__Work required__. Your job is to return every line of the listing holding the string "Highway".

Data for analysis: Begin

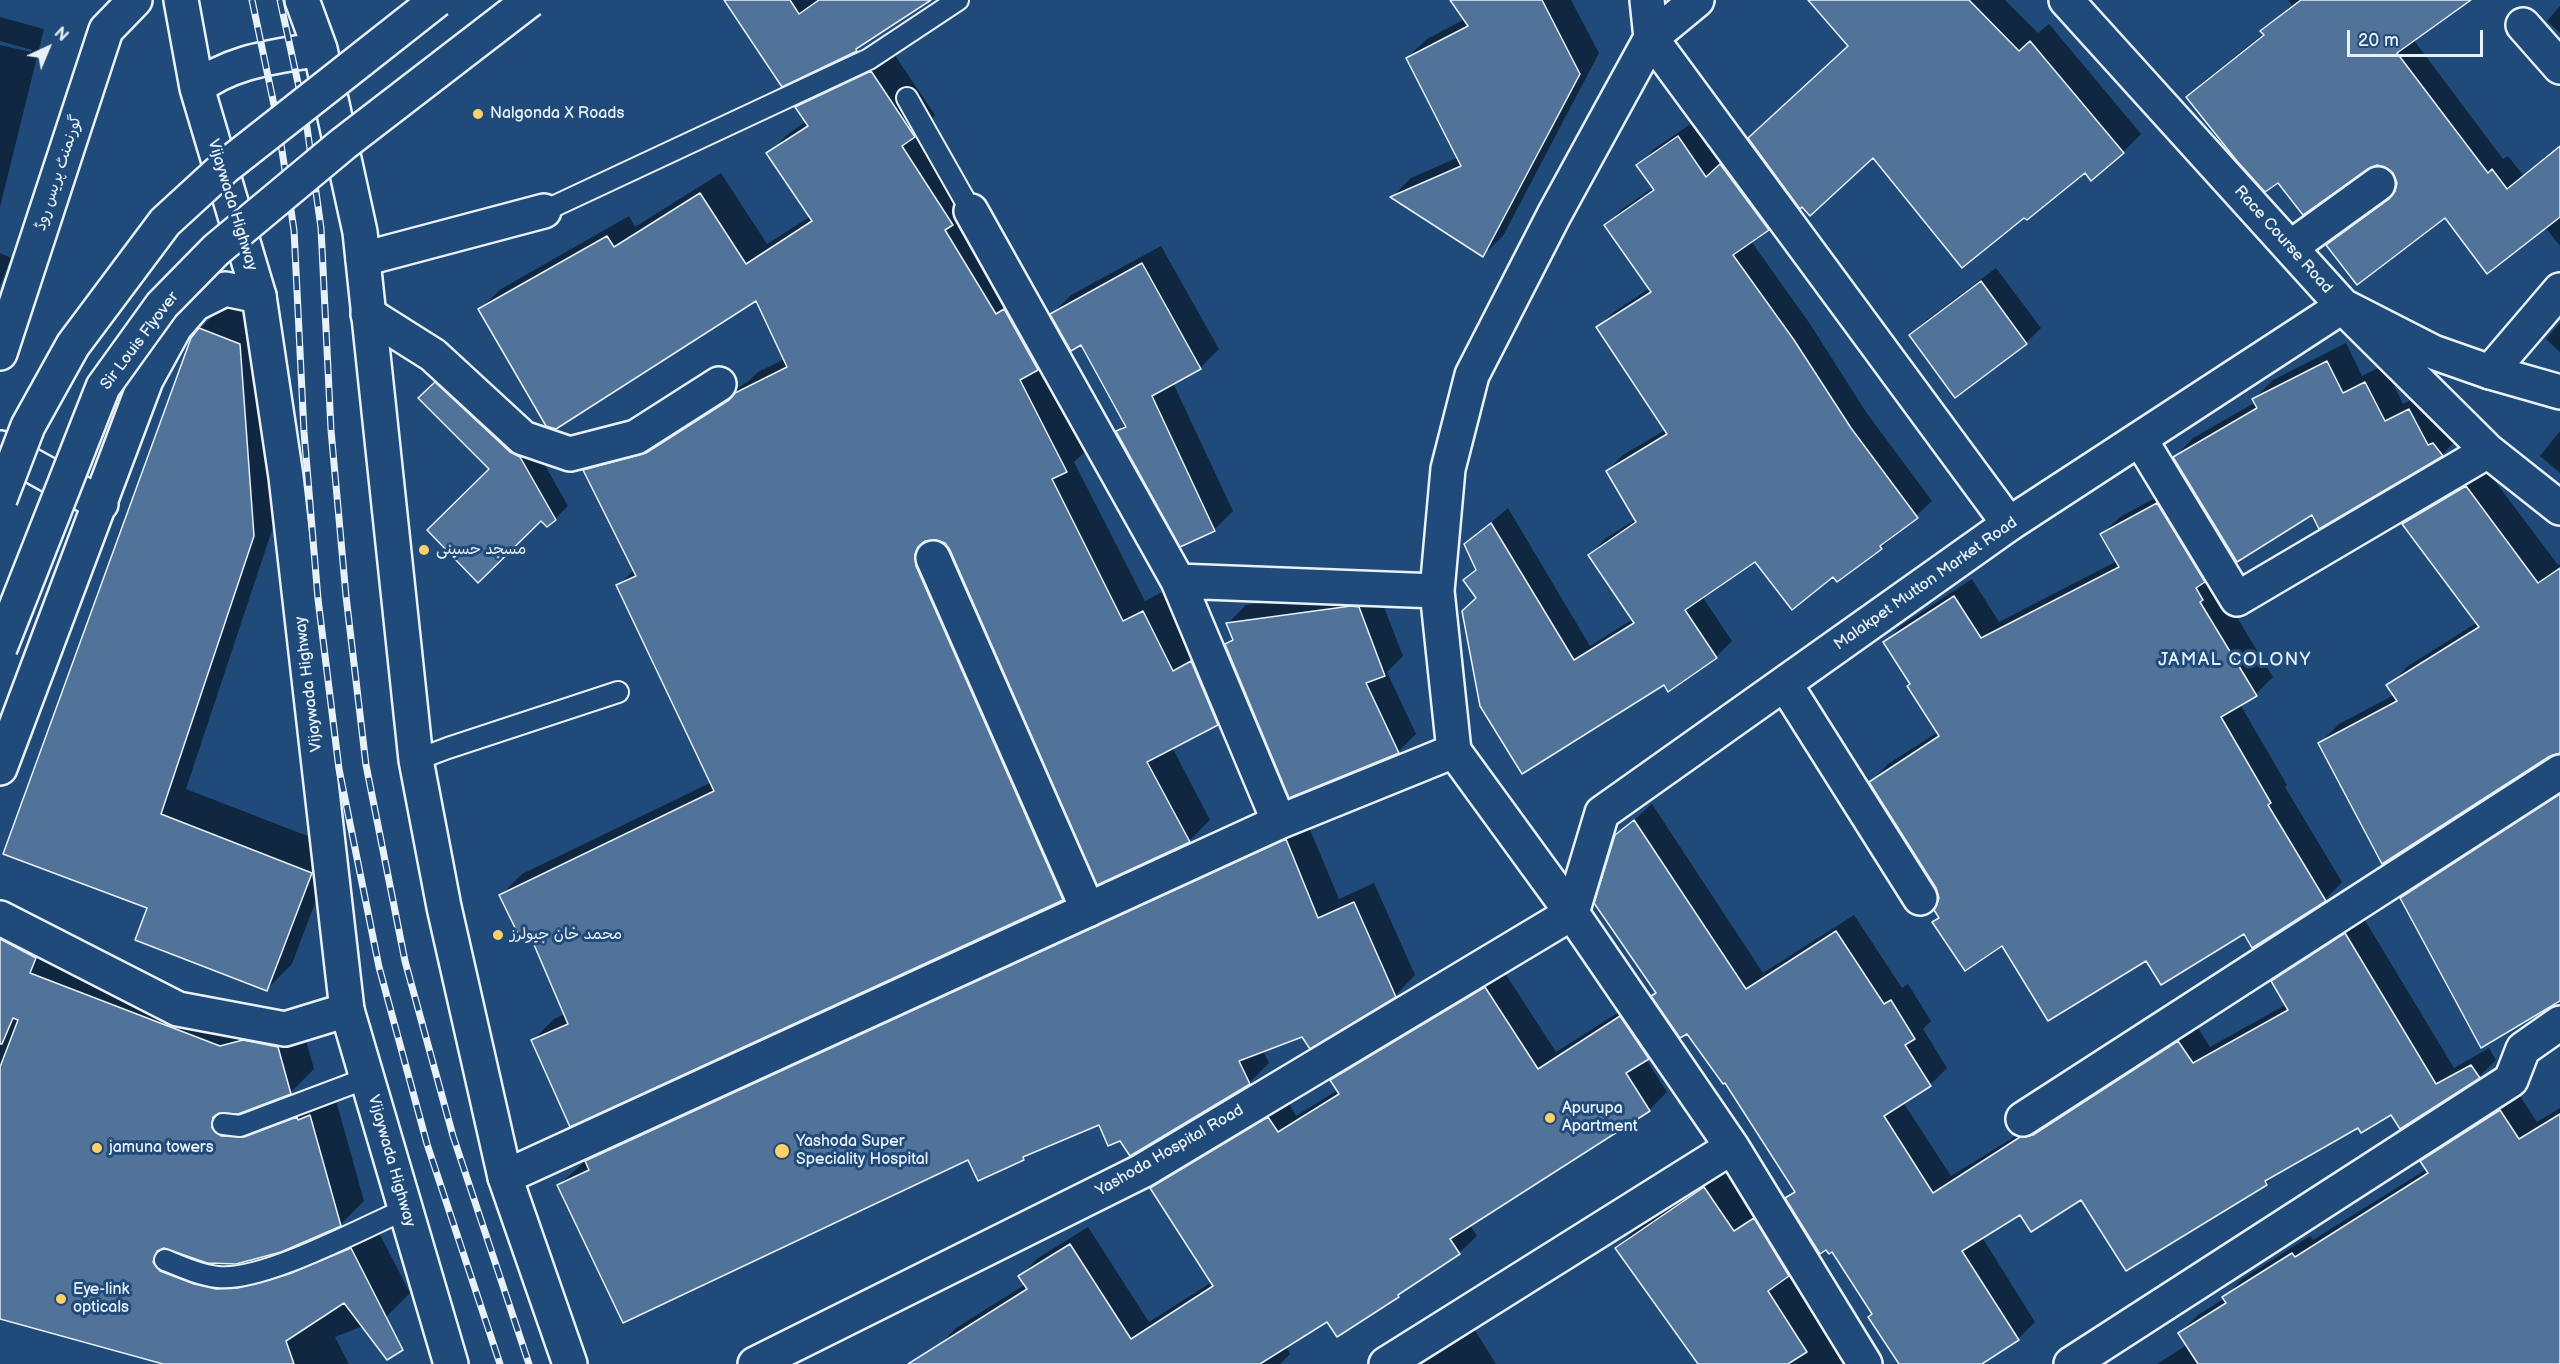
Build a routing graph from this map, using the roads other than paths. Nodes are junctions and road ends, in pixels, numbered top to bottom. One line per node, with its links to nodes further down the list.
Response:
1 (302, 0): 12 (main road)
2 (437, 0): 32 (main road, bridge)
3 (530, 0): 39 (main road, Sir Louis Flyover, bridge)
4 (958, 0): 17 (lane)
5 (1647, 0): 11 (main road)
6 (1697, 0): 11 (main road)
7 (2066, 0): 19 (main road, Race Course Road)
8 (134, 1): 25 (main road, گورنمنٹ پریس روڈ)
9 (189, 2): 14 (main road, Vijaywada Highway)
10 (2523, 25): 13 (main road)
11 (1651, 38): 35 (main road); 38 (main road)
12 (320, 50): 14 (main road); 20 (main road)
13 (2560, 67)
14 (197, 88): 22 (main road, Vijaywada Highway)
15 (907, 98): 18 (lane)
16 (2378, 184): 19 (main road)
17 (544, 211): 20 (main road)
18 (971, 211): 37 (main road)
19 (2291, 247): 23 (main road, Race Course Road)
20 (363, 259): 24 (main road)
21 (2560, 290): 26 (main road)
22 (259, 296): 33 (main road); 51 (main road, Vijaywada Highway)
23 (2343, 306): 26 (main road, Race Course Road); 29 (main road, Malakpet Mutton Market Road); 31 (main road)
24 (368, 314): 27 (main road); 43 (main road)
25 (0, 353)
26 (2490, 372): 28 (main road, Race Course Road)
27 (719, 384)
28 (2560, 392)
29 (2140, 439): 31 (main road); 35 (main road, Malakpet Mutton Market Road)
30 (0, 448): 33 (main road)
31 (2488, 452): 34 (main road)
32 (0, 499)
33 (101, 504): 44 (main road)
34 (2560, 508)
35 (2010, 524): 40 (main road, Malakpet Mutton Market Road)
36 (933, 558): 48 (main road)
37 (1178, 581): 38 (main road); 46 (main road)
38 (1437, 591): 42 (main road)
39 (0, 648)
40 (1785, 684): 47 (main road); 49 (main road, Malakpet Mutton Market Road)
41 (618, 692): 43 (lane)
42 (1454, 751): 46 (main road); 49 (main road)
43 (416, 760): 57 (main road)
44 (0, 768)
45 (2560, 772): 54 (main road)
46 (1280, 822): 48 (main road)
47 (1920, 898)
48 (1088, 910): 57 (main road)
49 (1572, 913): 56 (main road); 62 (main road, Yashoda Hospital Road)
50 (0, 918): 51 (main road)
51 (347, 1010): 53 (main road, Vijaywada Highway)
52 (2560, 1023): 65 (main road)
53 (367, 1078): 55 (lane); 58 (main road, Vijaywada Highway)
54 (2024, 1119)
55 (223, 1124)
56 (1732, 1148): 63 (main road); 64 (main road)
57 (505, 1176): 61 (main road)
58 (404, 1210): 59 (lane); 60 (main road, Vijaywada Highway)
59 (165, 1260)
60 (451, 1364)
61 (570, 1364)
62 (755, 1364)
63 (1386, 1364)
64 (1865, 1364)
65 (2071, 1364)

Data for analysis: End

__Answer to this exercise__.
9 (189, 2): 14 (main road, Vijaywada Highway)
14 (197, 88): 22 (main road, Vijaywada Highway)
22 (259, 296): 33 (main road); 51 (main road, Vijaywada Highway)
51 (347, 1010): 53 (main road, Vijaywada Highway)
53 (367, 1078): 55 (lane); 58 (main road, Vijaywada Highway)
58 (404, 1210): 59 (lane); 60 (main road, Vijaywada Highway)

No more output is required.